Nearly four decades after a 1985 killing and years after DNA cleared him, Placerville resident Ricky Davis has secured a $3.25 million settlement from El Dorado County. Davis, who spent about 15 years in prison for the killing of his housemate before a judge tossed his conviction in 2020, will be paid out through the county’s general liability fund. County officials moved the payment forward in mid‑2025, effectively closing a long and painful legal chapter for both Davis and the victim’s family.
County records show how the payment was approved
County agenda documents show the Board of Supervisors signed off on the $3.25 million settlement and approved a related budget transfer in June 2025, according to El Dorado County records. The county’s excess insurer, PRISM, agreed to reimburse $2.25 million above the county’s $1 million self‑insured retention, which trims the ultimate cost to local coffers. The agenda report also spells out that the written settlement agreement is not an admission of liability by the county.
How the money is split
Court documents reviewed by reporters show most of the money will not land directly in Davis’s bank account. His legal team is slated to receive roughly $2.6 million, while Davis will collect periodic payments totaling about $647,785, according to The Sacramento Bee. Those numbers come from filings in the federal civil rights lawsuit Davis filed in 2022. The settlement resolves his civil claims against the county, while restating in legalese that the deal does not amount to the county admitting fault.
DNA exoneration and the new suspect
Post‑conviction DNA testing combined with genetic genealogy work produced a male DNA profile from the victim’s nightgown that did not match Davis. Investigators eventually tied that profile to a different man, prompting prosecutors to ask a judge in 2019 to vacate Davis’s conviction and, in 2020, to declare him factually innocent. The Northern California Innocence Project played a key role in securing the testing that cleared Davis, according to reporting by the San Francisco Chronicle. Investigators later charged Michael Eric Green, who pleaded no contest in 2022 and received a sentence of 15 to life. He is serving his term at San Quentin, with parole eligibility beginning in early 2029.
County response and legal fallout
In the wake of the exoneration, El Dorado County prosecutors publicly acknowledged problems with older interrogation tactics used in the case, and a county official apologized in court to both Davis and the victim’s family, according to the National Registry of Exonerations.
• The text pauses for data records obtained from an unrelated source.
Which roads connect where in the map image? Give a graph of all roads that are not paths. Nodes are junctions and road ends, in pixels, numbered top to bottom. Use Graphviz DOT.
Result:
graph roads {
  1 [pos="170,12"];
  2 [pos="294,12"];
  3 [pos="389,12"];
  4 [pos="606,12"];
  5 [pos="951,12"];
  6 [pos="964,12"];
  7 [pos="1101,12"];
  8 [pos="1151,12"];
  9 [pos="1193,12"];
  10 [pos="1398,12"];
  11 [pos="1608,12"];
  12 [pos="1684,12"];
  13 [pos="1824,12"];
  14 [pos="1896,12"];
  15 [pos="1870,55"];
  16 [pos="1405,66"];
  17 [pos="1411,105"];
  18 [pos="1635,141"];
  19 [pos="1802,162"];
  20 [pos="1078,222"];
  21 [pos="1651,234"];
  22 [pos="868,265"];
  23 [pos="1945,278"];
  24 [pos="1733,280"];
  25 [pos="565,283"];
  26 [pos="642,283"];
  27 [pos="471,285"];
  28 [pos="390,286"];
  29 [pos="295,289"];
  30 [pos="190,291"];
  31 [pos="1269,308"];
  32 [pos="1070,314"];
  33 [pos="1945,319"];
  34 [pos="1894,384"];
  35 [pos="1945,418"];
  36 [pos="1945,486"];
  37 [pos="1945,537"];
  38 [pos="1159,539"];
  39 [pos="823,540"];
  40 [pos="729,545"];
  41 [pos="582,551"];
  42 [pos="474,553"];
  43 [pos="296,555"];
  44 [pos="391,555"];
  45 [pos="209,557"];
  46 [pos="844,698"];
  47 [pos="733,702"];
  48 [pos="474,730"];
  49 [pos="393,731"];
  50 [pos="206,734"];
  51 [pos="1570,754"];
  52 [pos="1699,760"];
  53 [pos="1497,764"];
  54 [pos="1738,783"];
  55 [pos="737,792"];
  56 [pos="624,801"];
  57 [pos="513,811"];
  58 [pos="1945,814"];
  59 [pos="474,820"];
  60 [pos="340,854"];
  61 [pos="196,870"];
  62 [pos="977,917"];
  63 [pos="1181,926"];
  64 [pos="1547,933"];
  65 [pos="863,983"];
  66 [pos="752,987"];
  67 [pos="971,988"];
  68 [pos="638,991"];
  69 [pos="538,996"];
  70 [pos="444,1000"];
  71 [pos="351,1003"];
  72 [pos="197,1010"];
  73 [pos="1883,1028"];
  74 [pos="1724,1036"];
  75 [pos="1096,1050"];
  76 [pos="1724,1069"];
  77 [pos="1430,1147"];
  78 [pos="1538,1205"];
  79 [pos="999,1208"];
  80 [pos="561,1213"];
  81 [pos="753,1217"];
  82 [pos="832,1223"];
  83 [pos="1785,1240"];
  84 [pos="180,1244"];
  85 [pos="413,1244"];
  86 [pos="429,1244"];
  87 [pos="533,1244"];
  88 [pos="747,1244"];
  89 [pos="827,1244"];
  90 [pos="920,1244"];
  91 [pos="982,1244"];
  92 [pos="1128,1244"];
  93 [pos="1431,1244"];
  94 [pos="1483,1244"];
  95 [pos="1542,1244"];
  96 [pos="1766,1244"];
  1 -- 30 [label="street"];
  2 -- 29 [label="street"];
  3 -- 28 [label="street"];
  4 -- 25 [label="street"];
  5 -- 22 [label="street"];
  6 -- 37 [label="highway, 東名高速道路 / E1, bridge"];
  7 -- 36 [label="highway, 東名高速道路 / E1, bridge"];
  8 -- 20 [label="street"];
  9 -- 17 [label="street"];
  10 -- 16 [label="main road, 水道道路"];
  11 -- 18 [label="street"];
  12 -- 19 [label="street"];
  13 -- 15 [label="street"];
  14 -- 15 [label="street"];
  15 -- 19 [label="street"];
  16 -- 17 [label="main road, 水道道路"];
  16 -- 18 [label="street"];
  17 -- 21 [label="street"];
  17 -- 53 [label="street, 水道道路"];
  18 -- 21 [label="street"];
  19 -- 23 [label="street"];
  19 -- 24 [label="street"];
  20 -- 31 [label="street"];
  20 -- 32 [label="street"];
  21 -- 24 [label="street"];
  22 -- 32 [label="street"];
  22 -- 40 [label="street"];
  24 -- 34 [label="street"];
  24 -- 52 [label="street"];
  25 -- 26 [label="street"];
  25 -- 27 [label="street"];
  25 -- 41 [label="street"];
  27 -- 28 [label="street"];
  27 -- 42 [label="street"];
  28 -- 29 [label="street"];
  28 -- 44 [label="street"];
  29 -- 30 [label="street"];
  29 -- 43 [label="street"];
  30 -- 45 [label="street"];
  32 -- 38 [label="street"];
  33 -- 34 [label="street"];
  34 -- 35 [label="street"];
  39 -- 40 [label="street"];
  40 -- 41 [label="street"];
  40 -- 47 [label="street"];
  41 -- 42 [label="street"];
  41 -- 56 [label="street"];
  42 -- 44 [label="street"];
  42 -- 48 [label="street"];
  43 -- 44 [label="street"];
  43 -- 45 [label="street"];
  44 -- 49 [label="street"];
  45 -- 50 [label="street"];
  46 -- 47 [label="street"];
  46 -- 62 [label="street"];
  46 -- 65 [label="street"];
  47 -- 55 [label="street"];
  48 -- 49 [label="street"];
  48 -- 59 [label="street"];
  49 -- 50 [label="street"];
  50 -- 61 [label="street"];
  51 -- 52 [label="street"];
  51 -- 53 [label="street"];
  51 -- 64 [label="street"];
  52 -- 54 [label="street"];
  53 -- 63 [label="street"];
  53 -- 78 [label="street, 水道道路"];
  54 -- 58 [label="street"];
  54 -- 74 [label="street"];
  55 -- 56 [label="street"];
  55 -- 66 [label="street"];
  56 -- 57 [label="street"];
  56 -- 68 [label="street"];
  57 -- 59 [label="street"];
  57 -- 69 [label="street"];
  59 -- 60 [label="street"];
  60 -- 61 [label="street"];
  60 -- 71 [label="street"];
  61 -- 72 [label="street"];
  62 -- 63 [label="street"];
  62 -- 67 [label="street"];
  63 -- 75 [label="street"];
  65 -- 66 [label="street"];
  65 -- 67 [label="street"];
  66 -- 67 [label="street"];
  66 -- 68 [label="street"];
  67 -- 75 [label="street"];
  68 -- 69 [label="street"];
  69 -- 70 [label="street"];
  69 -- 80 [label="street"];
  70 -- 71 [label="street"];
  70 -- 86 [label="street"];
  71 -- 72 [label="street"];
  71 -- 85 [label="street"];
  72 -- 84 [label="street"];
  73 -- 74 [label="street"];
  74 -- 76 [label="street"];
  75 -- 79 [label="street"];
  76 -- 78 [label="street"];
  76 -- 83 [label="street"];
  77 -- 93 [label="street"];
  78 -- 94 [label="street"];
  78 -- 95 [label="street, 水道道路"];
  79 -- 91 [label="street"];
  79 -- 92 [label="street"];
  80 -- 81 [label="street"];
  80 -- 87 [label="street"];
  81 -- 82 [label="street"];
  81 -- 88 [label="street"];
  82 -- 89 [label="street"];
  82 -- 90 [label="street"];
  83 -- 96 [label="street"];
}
At the same time, county materials stress that the settlement “does not constitute an admission of fault” and note that Davis has waived additional claims as part of the agreement, per El Dorado County records. Officials frame the payout as one of several recent liability settlements navigated while trying to balance general fund risk against excess insurance coverage.
What comes next
Under the settlement, Davis will receive his share through scheduled installments while his attorneys collect their agreed fees, according to The Sacramento Bee. Beyond the headline‑grabbing dollar figure, the case highlights how advances in DNA testing and genetic genealogy are reshaping cold case investigations and pushing local agencies to revisit interrogation methods and post‑conviction review practices that once seemed settled.